▸ RECORDS

_ _ _ _ _ _ _

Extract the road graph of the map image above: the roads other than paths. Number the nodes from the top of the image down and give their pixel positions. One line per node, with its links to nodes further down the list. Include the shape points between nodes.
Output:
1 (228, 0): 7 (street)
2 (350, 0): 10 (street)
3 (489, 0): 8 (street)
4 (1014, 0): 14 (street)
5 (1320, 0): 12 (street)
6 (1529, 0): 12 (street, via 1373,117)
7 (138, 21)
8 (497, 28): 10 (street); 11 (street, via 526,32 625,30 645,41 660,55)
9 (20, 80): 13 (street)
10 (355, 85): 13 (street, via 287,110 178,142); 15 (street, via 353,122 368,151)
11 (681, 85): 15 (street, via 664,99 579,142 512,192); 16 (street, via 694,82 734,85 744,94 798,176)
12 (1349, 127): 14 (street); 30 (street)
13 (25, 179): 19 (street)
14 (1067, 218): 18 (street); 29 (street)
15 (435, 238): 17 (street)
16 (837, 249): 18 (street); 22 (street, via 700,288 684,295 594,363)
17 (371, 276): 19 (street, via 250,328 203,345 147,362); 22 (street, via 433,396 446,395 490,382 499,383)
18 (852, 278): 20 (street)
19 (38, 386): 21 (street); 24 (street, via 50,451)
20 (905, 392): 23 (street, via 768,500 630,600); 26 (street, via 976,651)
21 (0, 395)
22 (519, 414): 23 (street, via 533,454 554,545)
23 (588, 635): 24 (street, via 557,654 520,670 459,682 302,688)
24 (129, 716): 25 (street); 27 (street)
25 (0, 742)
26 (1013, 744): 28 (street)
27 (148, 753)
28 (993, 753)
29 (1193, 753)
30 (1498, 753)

_ _ _ _ _ _ _

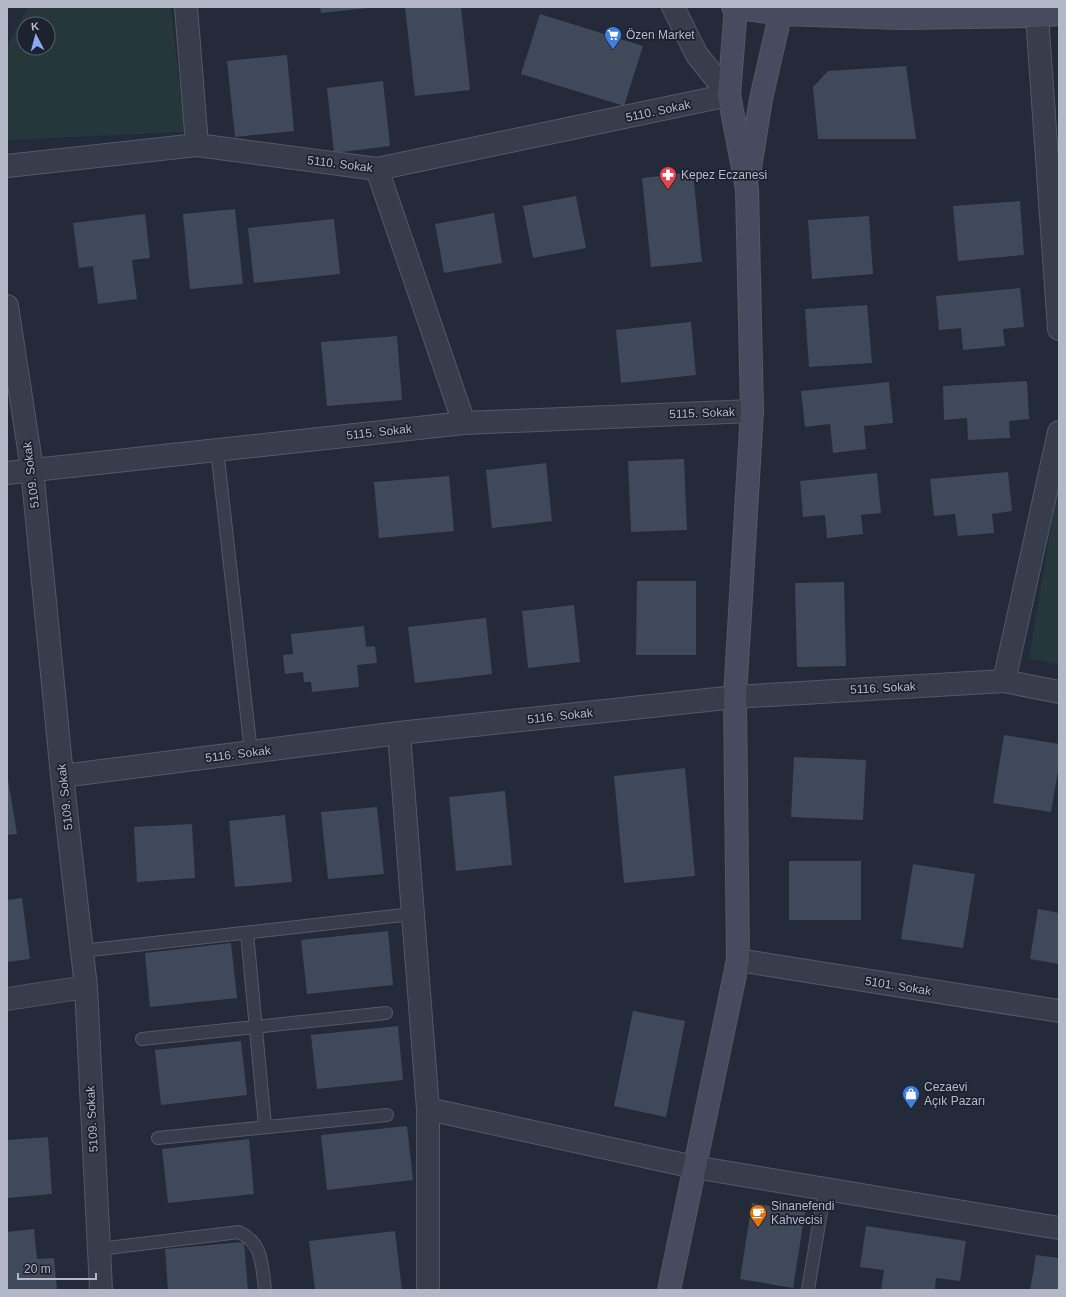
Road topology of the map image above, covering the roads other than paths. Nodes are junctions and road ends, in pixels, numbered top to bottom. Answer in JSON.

_ _ _ _ _ _ _

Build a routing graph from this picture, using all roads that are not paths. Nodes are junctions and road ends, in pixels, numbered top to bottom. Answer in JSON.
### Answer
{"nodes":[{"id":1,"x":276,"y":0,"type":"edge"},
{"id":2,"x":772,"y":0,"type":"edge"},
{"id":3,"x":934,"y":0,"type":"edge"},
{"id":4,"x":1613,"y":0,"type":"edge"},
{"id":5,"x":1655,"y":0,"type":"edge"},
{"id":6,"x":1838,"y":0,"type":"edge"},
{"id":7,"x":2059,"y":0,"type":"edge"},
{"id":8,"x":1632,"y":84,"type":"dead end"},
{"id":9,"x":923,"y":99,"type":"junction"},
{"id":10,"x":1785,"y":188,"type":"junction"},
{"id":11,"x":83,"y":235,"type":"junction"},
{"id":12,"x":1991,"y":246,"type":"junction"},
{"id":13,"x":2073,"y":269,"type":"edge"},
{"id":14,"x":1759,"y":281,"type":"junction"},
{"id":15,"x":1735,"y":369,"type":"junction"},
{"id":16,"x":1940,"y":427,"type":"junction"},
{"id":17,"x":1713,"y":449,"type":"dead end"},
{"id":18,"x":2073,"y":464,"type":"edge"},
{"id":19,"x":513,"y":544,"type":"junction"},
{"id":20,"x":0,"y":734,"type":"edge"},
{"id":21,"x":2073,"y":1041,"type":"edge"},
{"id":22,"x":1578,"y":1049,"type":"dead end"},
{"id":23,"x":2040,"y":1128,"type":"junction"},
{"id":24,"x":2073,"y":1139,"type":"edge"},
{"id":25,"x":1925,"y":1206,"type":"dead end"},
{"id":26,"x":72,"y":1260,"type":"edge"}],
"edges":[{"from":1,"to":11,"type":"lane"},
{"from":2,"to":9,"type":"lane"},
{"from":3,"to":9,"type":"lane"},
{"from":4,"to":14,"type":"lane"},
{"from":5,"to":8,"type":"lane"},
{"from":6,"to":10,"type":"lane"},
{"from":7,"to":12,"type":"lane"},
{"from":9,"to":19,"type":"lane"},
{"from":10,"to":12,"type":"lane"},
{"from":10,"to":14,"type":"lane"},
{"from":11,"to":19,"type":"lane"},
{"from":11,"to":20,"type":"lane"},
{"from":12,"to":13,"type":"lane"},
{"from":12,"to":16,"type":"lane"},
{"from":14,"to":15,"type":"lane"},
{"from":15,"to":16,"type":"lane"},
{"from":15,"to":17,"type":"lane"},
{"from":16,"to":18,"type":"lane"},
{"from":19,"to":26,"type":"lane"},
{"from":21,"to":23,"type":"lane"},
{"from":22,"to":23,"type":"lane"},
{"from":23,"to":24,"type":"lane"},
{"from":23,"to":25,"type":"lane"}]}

_ _ _ _ _ _ _

▸ ASSIGNED TASK
The lines to return are those in the records above that hold the word "numbered".

▸ SOLUTION BELOW
Road topology of the map image above, covering the roads other than paths. Nodes are junctions and road ends, in pixels, numbered top to bottom. Answer in JSON.
Build a routing graph from this picture, using all roads that are not paths. Nodes are junctions and road ends, in pixels, numbered top to bottom. Answer in JSON.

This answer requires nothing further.